1/ Un nouveau contexte et de nouvelles possibilités.

Dans le cadre de sa politique open data, l’État français [1] a mis à disposition de tous plus de 350 000 décisions de justice correspondant au contenu du site Légifrance [2]. Face à cette quantité de textes, les outils de recherche existants sont parfois inadaptés.

Parallèlement, la communauté technologique (universités, centre de recherche, petites et grandes sociétés) a fait évoluer de façon spectaculaire les algorithmes prédictifs dédiés à la compréhension du langage humain. L’état de l’art nous permet d’extraire des informations fiables et précises à partir de documents comme un humain le ferait.

Cette combinaison nouvelle, où données juridiques et algorithmes puissants sont disponibles, offre la possibilité de traiter massivement la jurisprudence en vue d’en extraire une vision synthétique et inédite.

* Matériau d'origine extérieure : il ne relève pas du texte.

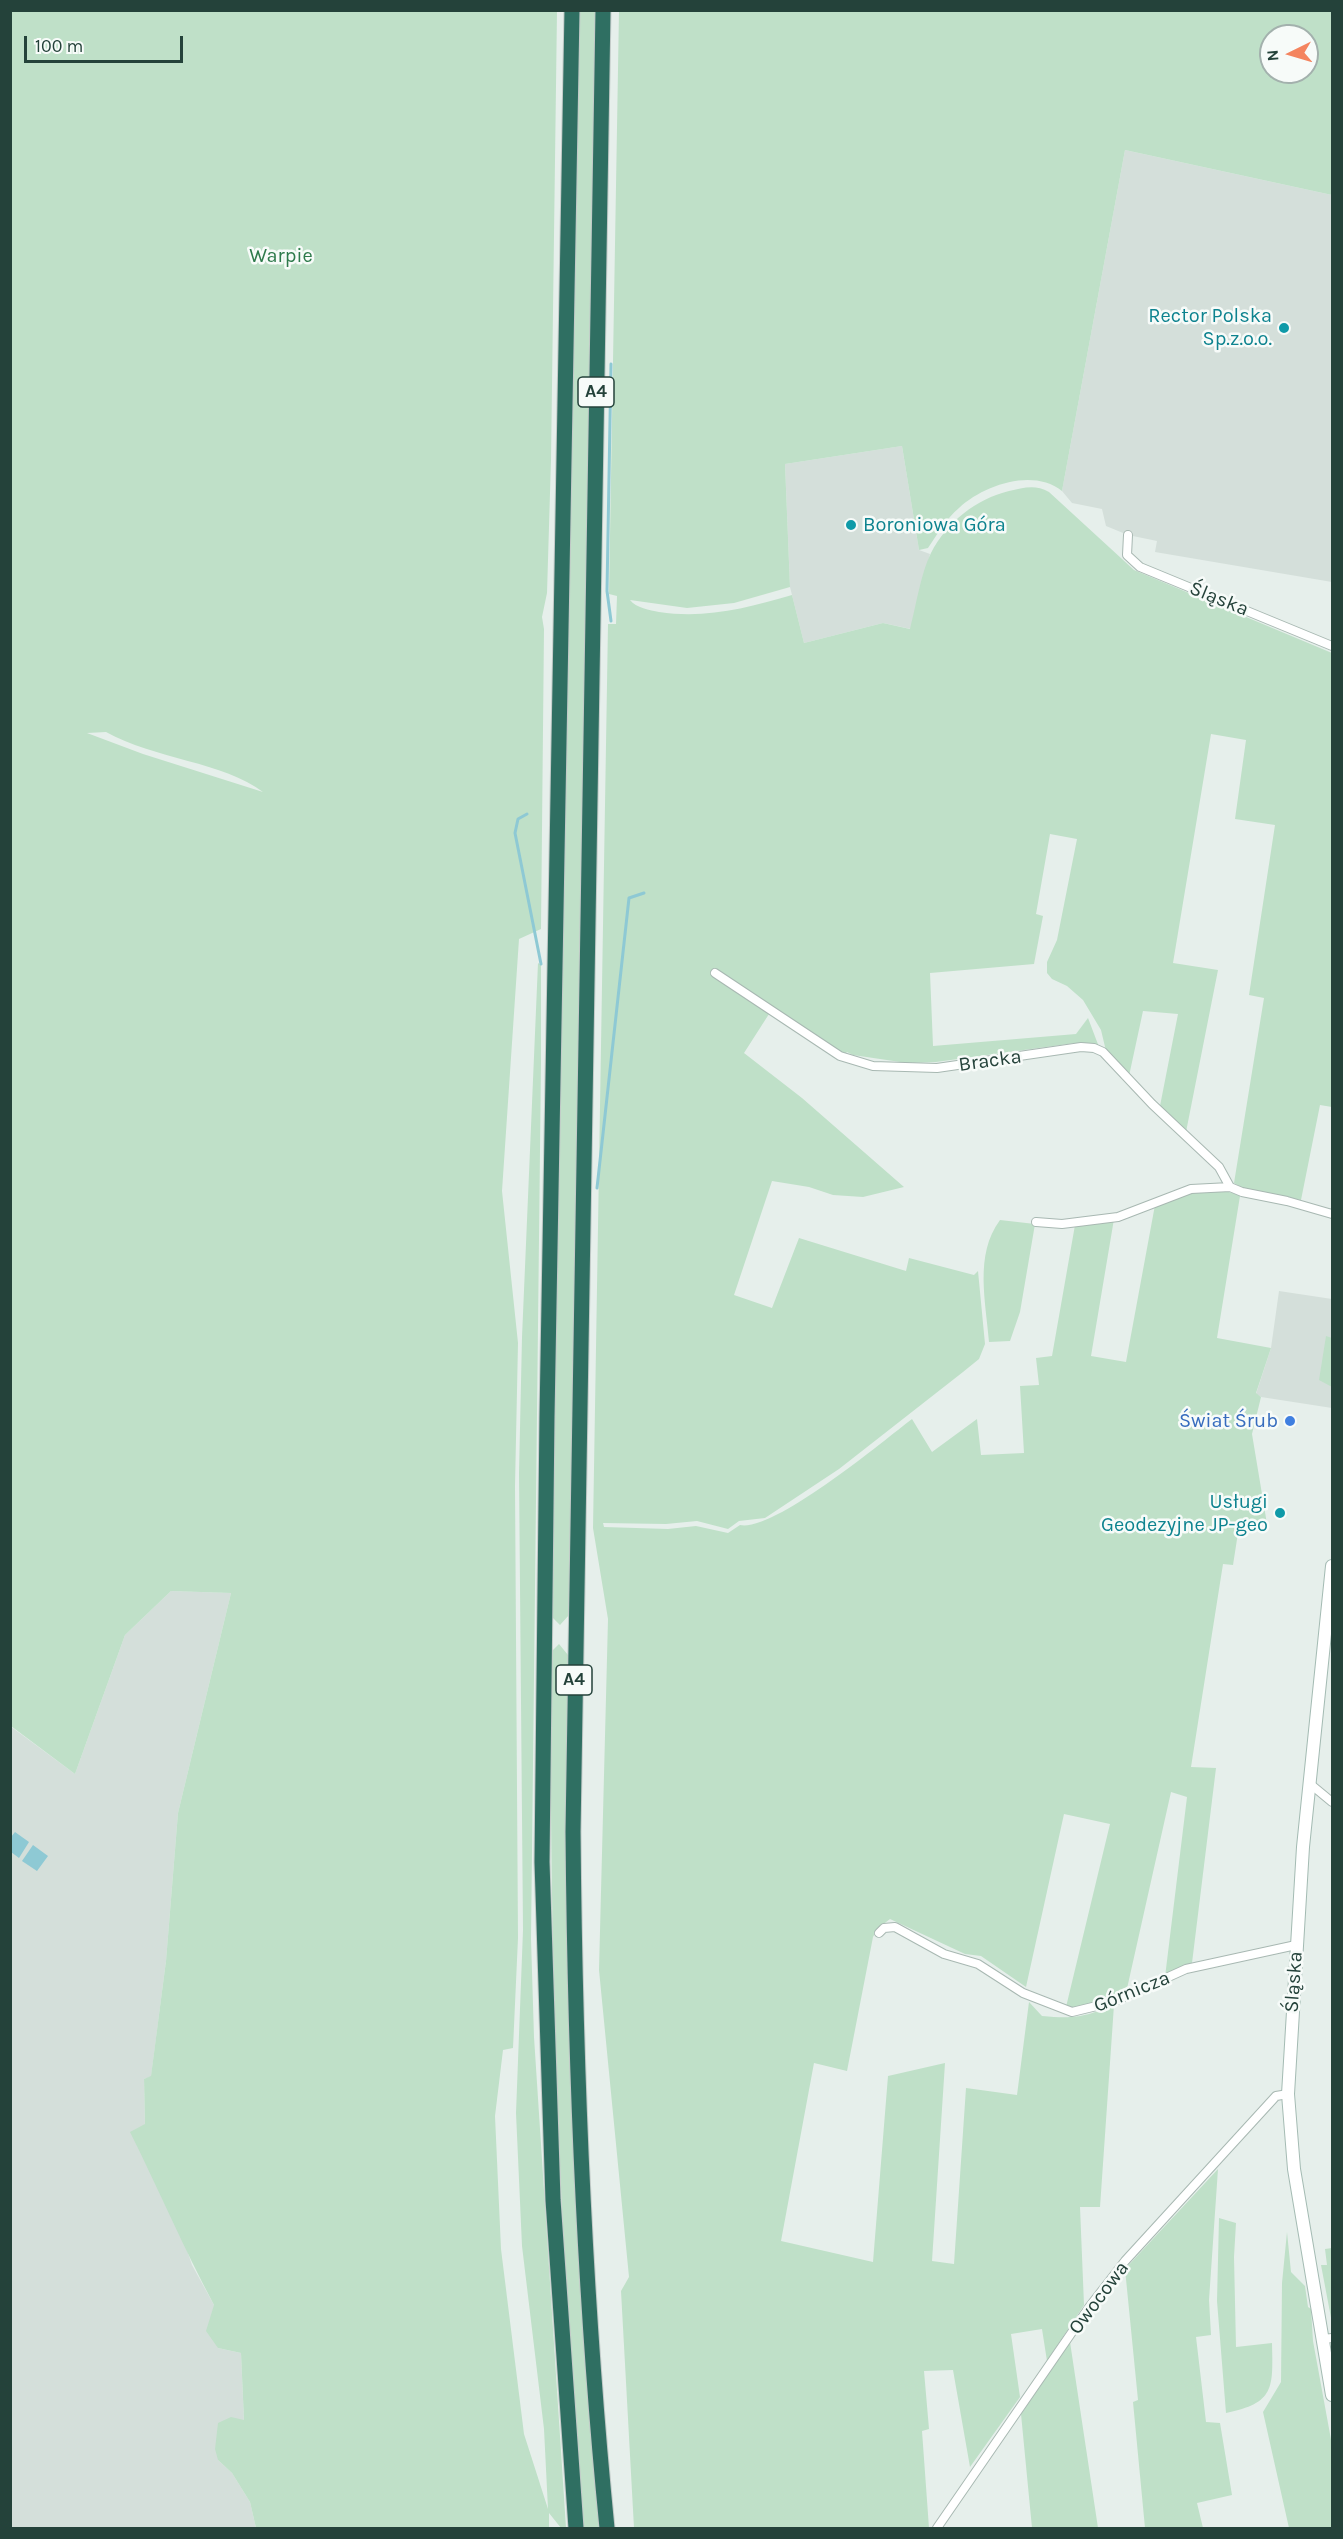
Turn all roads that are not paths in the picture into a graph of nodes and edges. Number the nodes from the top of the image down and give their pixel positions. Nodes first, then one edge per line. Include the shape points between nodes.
1 (572, 10) edge
2 (603, 10) edge
3 (1128, 535) dead end
4 (1332, 646) edge
5 (715, 973) dead end
6 (1230, 1187) junction
7 (1332, 1214) edge
8 (1036, 1222) dead end
9 (1332, 1566) edge
10 (1309, 1783) junction
11 (1332, 1802) edge
12 (879, 1933) dead end
13 (1296, 1945) junction
14 (1288, 2094) junction
15 (1328, 2338) edge
16 (1332, 2395) edge
17 (576, 2529) edge
18 (607, 2529) edge
19 (937, 2529) edge

1 - 17 highway, A4 via 542,1862 553,2200
2 - 18 highway, A4 via 575,1635 574,1910 585,2238
3 - 4 street, Śląska via 1127,555 1140,567
5 - 6 street, Bracka via 840,1056 873,1066 937,1068 1094,1048 1103,1052 1219,1167
6 - 7 street
6 - 8 street via 1191,1189 1118,1217 1062,1224
9 - 10 main road, Śląska
10 - 11 street
10 - 13 main road, Śląska
12 - 13 street, Górnicza via 895,1927 944,1954 978,1964 1023,1993 1072,2012 1113,2002 1186,1970
13 - 14 main road, Śląska
14 - 15 main road, Śląska via 1294,2169
14 - 19 street, Owocowa via 1276,2096 1125,2261
15 - 16 main road, Śląska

Supralegem.fr applique ces algorithmes pour extraire entre autres la qualité du demandeur [3] et du défendeur, la nature du dispositif [4] ou le thème de la décision [5].

Pour cela, nous faisons lire de nombreux textes aux algorithmes puis nous leur posons plusieurs millions de questions, tous textes confondus. Lorsque la réponse est fausse, les algorithmes s’adaptent de manière à ce que cette erreur n’arrive plus (ou qu’elle arrive moins souvent). La procédure est répétée une centaine de fois. Un serveur spécialement équipé, dont la puissance brute équivaut approximativement à une cinquantaine d’ordinateurs classiques, met entre 5 et 6 jours pour tout exécuter. Enfin, les résultats sont mis à disposition pour être interrogés par les juristes en quelques secondes.

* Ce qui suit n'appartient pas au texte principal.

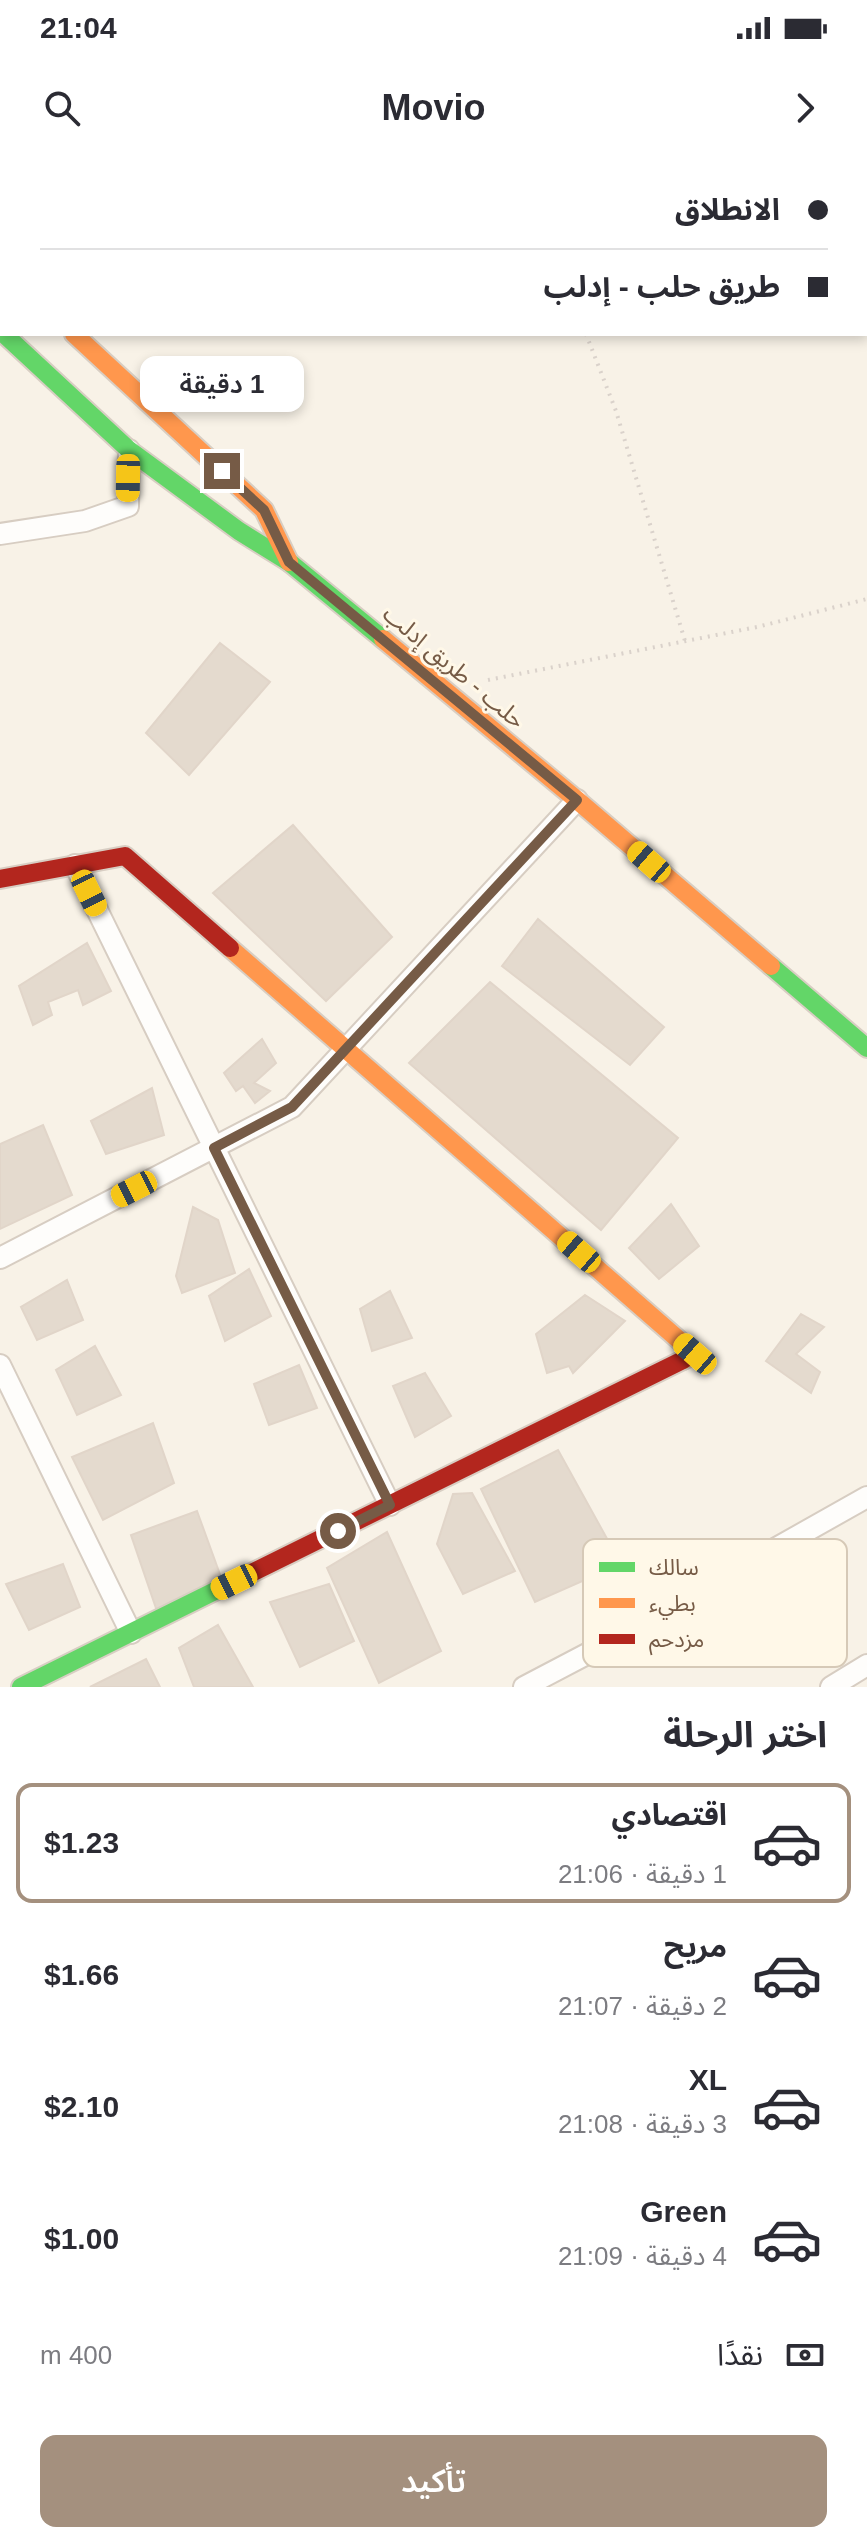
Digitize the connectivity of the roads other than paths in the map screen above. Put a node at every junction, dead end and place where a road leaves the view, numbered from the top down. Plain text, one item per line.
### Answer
1 (6, 336) edge
2 (76, 336) edge
3 (129, 450) junction
4 (0, 534) edge
5 (289, 562) junction
6 (577, 800) junction
7 (75, 865) junction
8 (0, 879) edge
9 (346, 1048) junction
10 (867, 1048) edge
11 (214, 1148) junction
12 (0, 1258) edge
13 (0, 1365) edge
14 (867, 1497) edge
15 (390, 1505) junction
16 (792, 1539) edge
17 (131, 1633) junction
18 (583, 1656) edge
19 (867, 1665) edge
20 (21, 1687) edge
21 (524, 1687) edge
22 (831, 1687) edge

1 - 3 main road, حلب - طريق إدلب
2 - 5 main road
3 - 4 street
3 - 5 main road, حلب - طريق إدلب
5 - 6 main road, حلب - طريق إدلب
6 - 9 street
6 - 10 main road, حلب - طريق إدلب
7 - 8 main road
7 - 9 main road
7 - 11 street
9 - 11 street
9 - 15 main road
11 - 12 street
11 - 15 street
13 - 17 street
14 - 16 street
15 - 17 main road
17 - 20 main road
18 - 21 street
19 - 22 street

La précision de nos résultats se situe entre 90% et 99% en fonction du champ extrait. C’est à notre connaissance la première fois que des algorithmes ayant une forme de compréhension du sens des mots et des phrases sont appliqués à la jurisprudence francaise.

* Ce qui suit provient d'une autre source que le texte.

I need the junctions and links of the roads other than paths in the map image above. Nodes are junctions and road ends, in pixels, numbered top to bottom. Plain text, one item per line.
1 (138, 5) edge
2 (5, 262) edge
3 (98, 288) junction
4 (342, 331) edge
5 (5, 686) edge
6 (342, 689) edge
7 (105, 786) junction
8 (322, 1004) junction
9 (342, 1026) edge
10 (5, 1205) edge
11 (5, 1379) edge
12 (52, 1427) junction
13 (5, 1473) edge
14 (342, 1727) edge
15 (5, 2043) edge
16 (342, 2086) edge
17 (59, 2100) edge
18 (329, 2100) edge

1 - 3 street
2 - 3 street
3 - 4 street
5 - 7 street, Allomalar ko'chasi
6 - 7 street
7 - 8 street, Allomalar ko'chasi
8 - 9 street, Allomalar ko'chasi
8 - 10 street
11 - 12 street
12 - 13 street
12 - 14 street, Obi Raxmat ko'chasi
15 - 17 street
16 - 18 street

La suite de la méthodologie est simple. Les décisions qui traitent d’une question de droit sont sélectionnées puis agrégées afin de calculer des statistiques par juge ou par cour. Cela permet de comparer, par exemple, le taux de rejet entre plusieurs juges.

Cette approche est véritablement innovante dans la mesure où les tendances sont dégagées à partir de données objectives et vérifiables et non des points de vue subjectifs et des rumeurs. C’est un vrai changement de paradigme.

2/ Le cas des Obligations de Quitter le Territoire Français (OQTF).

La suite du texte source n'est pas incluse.